5 Days in 1 Blog Post...

Honestly, it's been that busy of a week... phew!

We started our WKCE state testing this week. Students took the reading and math sections of the test on Tuesday, Wednesday, and Thursday, and they will continue to take the other science, language arts, and social studies sections in the weeks to come

One of the skills we learned during Writer's Workshop this week was how to use a thesaurus. A thesaurus is a reference book students can use to find a synonym for a word they may be overusing in their writing and/or to find more powerful words. Students practiced looking up synonyms for words fourth-graders commonly overuse (like 'nice', 'good', 'said', and 'fun').

We combined our new skills with the fall season by making Turkey Thesauruses! Students put a common word on the belly of a turkey and used their thesauruses to find synonyms for that word to put on the feathers. I pulled up a picture from our blog from last year when my students made these same projects so my current students could see a final product and connect their learning to a 5th grader they know! This is way blogging can be used to enhance learning in the classroom. It can be used as a visual reference for what students are learning using students they already admire. I think it helps to make learning more meaningful and connect the idea that we are a community of learners!
You will see in the next two pictures that Tyson (in the first picture) and Elisa (in the second picture) are both looking at the picture on the blog to help guide the creation of their turkeys.

While I was gone, we had a great reading lesson going on in our room that was taught by Mrs. Pierce, my co-teacher during reading! She used the mentor text The Other Side by Jacqueline Woodson to practice the strategy that good readers infer characters' feelings and actions through reading their dialogue and what other characters' say about them. Mrs. Pierce explained her inferred thinking using a few of the pages from the book. She set up part of the anchor chart ahead of time but it's the co-construction of the anchor chart (the messier handwriting) that truly helps students connect to their learning. One thing I learned early on in this literacy model is that it's OK to not have perfect handwriting when you're writing on an anchor chart in front of the kids - the fact that you're constructing their learning WITH them is what makes anchor charts so meaningful for our kids.
For guided practice, Mrs. Pierce photocopied another page from The Other Side and asked students to record what the text said and what they inferred about the characters' feelings from the dialogue or actions. You'll notice the chart students glued into their My Strategies tab of their Thoughtful Logs matches the language on the anchor chart. The example below shows evidence of one student's inferential thinking during guided practice.

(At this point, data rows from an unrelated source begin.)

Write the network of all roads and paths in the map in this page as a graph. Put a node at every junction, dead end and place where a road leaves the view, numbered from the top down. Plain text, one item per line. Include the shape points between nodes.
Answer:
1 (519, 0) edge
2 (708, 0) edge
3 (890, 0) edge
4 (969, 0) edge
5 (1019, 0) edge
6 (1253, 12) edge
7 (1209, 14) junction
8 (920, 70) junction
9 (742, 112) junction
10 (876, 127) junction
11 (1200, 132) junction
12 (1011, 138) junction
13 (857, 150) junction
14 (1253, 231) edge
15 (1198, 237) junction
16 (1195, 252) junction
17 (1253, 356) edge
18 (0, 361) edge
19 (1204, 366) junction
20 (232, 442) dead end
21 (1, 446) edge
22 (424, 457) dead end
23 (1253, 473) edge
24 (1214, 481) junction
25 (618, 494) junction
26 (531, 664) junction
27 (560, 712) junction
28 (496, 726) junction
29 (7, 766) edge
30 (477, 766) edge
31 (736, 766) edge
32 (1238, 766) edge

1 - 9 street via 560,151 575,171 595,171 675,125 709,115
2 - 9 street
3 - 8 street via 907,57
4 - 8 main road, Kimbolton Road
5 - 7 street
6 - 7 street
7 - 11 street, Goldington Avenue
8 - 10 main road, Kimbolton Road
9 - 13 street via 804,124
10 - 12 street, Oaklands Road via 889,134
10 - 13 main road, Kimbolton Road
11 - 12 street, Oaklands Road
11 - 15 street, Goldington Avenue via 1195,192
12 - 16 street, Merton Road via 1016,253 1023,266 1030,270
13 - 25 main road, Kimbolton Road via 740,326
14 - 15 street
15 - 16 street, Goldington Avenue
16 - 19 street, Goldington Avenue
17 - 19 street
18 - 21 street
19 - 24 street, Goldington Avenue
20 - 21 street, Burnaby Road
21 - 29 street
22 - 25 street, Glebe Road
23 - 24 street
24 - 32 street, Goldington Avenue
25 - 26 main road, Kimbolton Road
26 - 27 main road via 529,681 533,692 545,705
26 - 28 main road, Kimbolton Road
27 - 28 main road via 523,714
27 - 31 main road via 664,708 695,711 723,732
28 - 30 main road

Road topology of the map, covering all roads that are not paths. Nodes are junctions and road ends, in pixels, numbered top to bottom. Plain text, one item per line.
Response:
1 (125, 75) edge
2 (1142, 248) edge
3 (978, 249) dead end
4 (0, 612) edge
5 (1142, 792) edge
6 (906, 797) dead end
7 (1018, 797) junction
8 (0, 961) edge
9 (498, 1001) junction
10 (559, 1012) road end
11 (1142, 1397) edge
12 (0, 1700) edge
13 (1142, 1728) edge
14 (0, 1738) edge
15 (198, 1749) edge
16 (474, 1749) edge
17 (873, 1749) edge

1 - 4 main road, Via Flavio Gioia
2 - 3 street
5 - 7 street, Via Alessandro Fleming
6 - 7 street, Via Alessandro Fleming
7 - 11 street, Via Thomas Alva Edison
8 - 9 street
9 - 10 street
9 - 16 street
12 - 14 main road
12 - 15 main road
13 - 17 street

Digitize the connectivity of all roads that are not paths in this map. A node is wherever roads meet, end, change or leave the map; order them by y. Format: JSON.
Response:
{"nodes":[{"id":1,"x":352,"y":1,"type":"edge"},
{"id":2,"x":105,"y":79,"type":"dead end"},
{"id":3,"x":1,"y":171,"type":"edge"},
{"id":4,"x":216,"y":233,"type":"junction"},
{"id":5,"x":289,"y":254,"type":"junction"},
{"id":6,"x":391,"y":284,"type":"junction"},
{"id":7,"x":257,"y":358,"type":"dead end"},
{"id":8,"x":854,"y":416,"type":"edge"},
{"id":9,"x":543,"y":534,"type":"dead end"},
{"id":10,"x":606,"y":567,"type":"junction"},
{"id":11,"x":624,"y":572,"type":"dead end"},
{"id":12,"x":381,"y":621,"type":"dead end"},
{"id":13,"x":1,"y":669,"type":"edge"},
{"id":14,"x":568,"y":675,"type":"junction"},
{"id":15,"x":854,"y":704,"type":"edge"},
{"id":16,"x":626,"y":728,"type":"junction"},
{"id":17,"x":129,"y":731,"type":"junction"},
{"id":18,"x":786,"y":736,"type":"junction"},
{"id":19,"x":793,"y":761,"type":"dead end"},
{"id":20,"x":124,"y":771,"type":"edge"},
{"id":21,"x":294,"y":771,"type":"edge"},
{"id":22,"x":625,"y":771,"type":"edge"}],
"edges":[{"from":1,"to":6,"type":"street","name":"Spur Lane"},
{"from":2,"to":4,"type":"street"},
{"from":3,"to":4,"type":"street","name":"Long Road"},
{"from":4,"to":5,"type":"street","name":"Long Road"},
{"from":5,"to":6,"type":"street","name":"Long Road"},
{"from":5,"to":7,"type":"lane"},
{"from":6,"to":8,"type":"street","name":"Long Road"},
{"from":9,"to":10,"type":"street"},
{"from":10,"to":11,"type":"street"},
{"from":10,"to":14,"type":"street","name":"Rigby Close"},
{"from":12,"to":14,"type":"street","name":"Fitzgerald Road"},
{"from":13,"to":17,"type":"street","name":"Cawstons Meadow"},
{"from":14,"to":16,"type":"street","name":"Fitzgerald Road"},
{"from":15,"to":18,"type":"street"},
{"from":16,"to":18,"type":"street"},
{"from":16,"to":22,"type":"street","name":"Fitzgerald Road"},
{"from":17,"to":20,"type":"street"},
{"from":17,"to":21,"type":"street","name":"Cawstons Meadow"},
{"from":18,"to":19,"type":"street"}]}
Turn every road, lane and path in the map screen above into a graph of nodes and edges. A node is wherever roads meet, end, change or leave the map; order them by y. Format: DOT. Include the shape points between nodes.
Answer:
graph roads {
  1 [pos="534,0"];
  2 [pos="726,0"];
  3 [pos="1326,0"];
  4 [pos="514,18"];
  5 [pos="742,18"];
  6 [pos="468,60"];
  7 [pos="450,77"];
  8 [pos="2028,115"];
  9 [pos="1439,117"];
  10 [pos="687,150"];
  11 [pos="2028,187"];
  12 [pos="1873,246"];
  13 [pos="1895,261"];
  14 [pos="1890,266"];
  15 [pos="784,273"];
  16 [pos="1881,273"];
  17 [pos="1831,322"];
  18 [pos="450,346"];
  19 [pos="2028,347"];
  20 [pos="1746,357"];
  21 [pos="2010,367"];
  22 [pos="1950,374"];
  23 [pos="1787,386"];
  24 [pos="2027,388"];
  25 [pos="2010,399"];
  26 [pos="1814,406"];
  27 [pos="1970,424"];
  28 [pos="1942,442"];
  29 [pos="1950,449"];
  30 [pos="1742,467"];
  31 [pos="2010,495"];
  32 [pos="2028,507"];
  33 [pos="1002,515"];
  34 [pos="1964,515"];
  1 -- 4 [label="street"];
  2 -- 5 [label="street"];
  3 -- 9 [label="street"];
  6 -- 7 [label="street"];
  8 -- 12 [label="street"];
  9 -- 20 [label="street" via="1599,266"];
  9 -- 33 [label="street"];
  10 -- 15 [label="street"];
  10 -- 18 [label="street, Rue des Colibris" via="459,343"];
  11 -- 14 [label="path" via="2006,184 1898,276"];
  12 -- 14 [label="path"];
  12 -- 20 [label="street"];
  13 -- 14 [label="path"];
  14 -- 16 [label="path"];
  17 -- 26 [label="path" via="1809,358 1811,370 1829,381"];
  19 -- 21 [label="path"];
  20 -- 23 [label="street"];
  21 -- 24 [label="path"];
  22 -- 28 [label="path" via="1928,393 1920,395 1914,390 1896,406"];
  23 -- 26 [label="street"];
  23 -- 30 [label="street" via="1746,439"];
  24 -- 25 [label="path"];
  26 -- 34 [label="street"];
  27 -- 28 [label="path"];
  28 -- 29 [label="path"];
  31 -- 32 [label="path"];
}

This next example shows what another student inferred during guided practice. It also shows evidence of a one more example that he recorded during independent reading. Students are always encouraged to keep their Thoughtful Logs open during independent reading so they can continue to record examples of their strategy use.

On a totally different note, today was the end of our first quarter. Students who met their reading goal for this first quarter got to chew gum for the first two hours of the day (in which we were in our classroom and not in any other part of the building). It was a fun, simple reward that Mr. T approved!

And as if that isn't enough excitement, we also had Ana's dog, Angus, come visit us at the end of the day today. Ana was Person of the Week because her birthday was on Monday. Ana's family adopted Angus from the Humane Society recently. He was such a sweet dog!
1. Reading - 15 mins., Turkey Log
2. Math - 10 mins. facts
3. Thursday envelope
4. Conference slip - Due back Wednesday!
Don't forget Fall Family Fun Night at Barrie on Tues., Nov. 7 from 5:30 - 7pm!